后量子密码迁移绝非仅仅启用新算法那么简单,还需要强化针对物理攻击与代码实现层面攻击的防护能力。即便选用安全性顶尖的抗量子攻击算法,一旦攻击者能够利用其代码实现中的漏洞发起攻击,算法防护也会彻底失效。举例来说,若缺乏完善防护手段,黑客可通过监测设备功耗、电磁辐射、运算时间差,或是向系统注入故障等方式,破解获取私钥与各类敏感数据。为抵御此类侧信道攻击,系统必须集成各类防护机制与硬件级防御手段,确保抗量子密码算法不会因非量子类安全缺陷遭到攻破。换言之,如果一套高安全等级的后量子密码算法代码极易被普通设备攻破,那么它所带来的安全防护也只是形同虚设。
ST如何应对PQC带来的各项挑战?
The ST33KTPM
ST33KTPM 可信平台模块
意法半导体积极应对后量子密码时代带来的各类挑战,为通用及安全微控制器提供全套的软件库与硬件IP模块,为行业后量子密码迁移赋能。代表性解决方案包括适配 STM32 系列的X-CUBE-PQC后量子密码软件包,以及ST33KTPM可信平台模块,该产品支持主流后量子密码算法的核心功能。例如,该模块的有状态哈希签名方案采用LMS 莱顿 - 米卡利签名算法,保障固件身份真实可信;同时支持后量子密钥封装机制ML-KEM与后量子数字签名算法ML-DSA。这个模块还是意法半导体首款具备抗量子攻击能力的TPM。
ST33KTPM 已通过FIPS 140-3 安全认证,证明其满足严苛的安全规范要求,也标志着该产品已全面做好迎接后量子时代的准备。

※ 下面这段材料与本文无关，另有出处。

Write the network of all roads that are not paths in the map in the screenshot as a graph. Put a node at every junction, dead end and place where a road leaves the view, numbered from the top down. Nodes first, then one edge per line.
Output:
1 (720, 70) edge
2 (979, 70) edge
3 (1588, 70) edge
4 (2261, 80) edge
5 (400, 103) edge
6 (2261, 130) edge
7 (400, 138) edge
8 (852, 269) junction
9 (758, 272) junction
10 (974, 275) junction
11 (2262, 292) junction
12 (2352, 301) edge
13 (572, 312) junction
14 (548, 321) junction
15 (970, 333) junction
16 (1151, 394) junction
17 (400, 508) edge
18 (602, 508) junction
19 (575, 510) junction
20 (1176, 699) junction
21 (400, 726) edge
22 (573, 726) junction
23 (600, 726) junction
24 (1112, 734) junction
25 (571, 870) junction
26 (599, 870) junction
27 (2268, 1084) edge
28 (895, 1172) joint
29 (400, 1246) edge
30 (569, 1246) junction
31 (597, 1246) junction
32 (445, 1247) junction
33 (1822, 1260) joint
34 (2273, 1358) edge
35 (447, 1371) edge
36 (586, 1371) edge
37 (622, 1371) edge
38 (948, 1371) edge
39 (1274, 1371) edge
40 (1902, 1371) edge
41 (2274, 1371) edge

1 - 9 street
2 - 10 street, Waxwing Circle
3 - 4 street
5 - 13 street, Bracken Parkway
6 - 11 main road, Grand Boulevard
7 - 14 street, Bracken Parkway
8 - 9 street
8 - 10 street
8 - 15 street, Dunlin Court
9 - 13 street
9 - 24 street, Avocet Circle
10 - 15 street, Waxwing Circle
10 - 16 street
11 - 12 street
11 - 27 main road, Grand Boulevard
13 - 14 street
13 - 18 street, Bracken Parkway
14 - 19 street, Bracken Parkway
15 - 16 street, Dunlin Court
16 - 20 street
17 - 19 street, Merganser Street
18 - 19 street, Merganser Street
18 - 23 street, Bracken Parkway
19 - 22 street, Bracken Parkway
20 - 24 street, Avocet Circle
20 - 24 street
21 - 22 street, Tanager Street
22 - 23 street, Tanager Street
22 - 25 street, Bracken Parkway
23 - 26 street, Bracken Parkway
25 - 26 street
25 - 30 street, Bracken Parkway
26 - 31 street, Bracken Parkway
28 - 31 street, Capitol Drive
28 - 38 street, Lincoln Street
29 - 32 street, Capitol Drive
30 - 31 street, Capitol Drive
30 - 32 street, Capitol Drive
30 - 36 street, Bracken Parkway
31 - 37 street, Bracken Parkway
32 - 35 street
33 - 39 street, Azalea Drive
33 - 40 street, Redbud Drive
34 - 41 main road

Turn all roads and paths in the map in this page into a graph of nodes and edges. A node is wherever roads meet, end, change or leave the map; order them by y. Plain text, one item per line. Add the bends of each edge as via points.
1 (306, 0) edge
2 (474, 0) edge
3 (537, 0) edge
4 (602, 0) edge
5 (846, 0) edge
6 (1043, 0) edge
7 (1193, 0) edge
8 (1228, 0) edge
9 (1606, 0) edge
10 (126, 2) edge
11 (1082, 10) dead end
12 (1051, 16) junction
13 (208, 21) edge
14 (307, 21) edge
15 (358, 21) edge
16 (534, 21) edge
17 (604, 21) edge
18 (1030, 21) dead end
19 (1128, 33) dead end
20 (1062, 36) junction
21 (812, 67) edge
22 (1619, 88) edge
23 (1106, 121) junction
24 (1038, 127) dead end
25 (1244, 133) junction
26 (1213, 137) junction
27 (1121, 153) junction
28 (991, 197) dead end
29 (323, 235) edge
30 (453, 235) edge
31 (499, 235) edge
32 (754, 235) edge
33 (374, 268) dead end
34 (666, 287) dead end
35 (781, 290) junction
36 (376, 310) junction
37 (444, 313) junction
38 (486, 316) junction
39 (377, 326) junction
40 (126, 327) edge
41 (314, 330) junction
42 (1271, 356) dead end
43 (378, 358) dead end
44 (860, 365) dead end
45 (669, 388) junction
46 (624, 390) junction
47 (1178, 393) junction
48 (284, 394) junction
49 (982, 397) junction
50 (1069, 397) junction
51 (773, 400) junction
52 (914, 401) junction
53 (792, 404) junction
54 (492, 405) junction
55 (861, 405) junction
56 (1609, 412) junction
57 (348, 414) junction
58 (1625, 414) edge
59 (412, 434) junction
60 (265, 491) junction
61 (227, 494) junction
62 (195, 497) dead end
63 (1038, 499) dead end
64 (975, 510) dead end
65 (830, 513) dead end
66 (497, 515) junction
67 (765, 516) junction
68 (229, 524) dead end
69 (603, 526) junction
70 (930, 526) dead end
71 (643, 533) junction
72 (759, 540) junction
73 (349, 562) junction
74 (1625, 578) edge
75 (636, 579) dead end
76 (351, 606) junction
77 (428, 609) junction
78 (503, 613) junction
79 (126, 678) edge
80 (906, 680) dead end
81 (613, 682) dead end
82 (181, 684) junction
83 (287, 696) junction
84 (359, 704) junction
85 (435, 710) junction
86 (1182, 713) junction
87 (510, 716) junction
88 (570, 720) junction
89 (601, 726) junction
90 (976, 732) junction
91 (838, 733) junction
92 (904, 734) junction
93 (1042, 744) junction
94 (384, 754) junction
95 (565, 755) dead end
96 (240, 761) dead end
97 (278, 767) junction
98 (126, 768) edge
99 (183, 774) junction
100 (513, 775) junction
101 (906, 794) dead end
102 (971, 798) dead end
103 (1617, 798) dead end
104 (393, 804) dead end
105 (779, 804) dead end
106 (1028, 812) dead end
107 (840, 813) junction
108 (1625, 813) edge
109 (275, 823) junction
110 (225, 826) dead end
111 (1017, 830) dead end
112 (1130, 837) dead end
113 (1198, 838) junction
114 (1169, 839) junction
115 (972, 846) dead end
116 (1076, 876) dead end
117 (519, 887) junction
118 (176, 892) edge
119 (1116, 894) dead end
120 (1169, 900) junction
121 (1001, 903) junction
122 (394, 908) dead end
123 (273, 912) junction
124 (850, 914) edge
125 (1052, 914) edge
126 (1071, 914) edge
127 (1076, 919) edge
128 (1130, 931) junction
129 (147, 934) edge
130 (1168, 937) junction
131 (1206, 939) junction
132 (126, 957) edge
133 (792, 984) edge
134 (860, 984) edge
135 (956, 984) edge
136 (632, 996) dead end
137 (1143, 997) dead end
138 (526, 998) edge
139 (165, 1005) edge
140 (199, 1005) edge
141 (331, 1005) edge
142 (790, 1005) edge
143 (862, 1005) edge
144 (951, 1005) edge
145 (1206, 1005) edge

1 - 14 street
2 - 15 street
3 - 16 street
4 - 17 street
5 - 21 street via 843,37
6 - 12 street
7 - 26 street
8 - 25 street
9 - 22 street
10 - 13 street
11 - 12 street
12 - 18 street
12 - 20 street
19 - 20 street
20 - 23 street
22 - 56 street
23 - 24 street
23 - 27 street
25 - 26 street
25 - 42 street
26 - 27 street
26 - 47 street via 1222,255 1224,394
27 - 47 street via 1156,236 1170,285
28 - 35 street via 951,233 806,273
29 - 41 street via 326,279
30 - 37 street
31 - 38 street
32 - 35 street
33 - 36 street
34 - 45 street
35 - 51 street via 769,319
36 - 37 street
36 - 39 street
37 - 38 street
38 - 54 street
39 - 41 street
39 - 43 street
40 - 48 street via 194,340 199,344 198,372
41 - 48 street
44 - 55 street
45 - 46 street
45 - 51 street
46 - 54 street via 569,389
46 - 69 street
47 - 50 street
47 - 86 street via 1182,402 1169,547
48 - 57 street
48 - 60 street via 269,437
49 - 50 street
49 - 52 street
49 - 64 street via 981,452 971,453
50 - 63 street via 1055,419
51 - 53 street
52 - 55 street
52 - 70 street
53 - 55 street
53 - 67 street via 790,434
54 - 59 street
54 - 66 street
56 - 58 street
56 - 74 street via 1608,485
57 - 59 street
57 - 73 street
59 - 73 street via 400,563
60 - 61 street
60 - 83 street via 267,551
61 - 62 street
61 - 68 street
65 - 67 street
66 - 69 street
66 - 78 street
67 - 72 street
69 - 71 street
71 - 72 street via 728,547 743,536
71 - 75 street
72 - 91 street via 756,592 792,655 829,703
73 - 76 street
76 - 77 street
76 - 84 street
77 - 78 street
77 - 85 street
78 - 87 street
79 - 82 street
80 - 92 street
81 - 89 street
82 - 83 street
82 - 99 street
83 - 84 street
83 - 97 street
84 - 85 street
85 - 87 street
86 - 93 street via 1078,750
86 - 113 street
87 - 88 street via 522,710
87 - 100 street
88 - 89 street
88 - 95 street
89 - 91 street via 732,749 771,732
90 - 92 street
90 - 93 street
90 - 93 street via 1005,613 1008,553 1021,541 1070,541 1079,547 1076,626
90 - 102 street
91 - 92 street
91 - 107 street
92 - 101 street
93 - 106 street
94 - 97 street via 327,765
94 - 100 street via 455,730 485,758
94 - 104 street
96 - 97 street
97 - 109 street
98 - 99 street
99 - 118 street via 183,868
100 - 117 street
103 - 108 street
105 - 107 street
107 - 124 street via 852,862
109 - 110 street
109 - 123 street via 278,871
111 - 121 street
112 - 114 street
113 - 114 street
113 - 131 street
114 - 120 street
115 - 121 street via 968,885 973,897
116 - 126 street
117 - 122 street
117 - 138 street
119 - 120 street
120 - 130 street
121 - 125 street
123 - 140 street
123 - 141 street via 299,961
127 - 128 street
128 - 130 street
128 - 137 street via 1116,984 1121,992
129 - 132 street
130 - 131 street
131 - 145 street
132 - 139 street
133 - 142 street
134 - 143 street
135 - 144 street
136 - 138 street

作为一个TPM,ST33KTPM 可用作服务器、个人电脑、物联网设备及各类嵌入式系统的硬件信任根。意法半导体将后量子密码机制直接集成至这一核心安全基石中,确保各类系统核心的数据完整性、身份验证和密钥管理功能具备很强的防御韧性,甚至能够抵御未来的量子计算机的攻击。
实现密码敏捷性与PQC就绪能力
除全新硬件产品外,意法半导体还持续投入研发各类软件库与开发工具,助力现有及新一代产品准备好迎接后量子密码时代的到来,实现密码敏捷性是其中一个重要目标,即在不重新设计整体系统的前提下,逐渐灵活部署、整合或替换各类加密算法的能力。借助这类软件库,开发人员可整合后量子密码算法与传统加密算法,搭建混合加密方案,让迁移过程更平稳、更安全。随着行业标准迭代,新型安全威胁出现,技术团队还能通过系统更新灵活切换加密算法、调整密钥长度。
即便在密码相关量子计算机尚未大规模普及前,现有平台提前做好准备是防御量子计算机攻击的最高效的方式之一。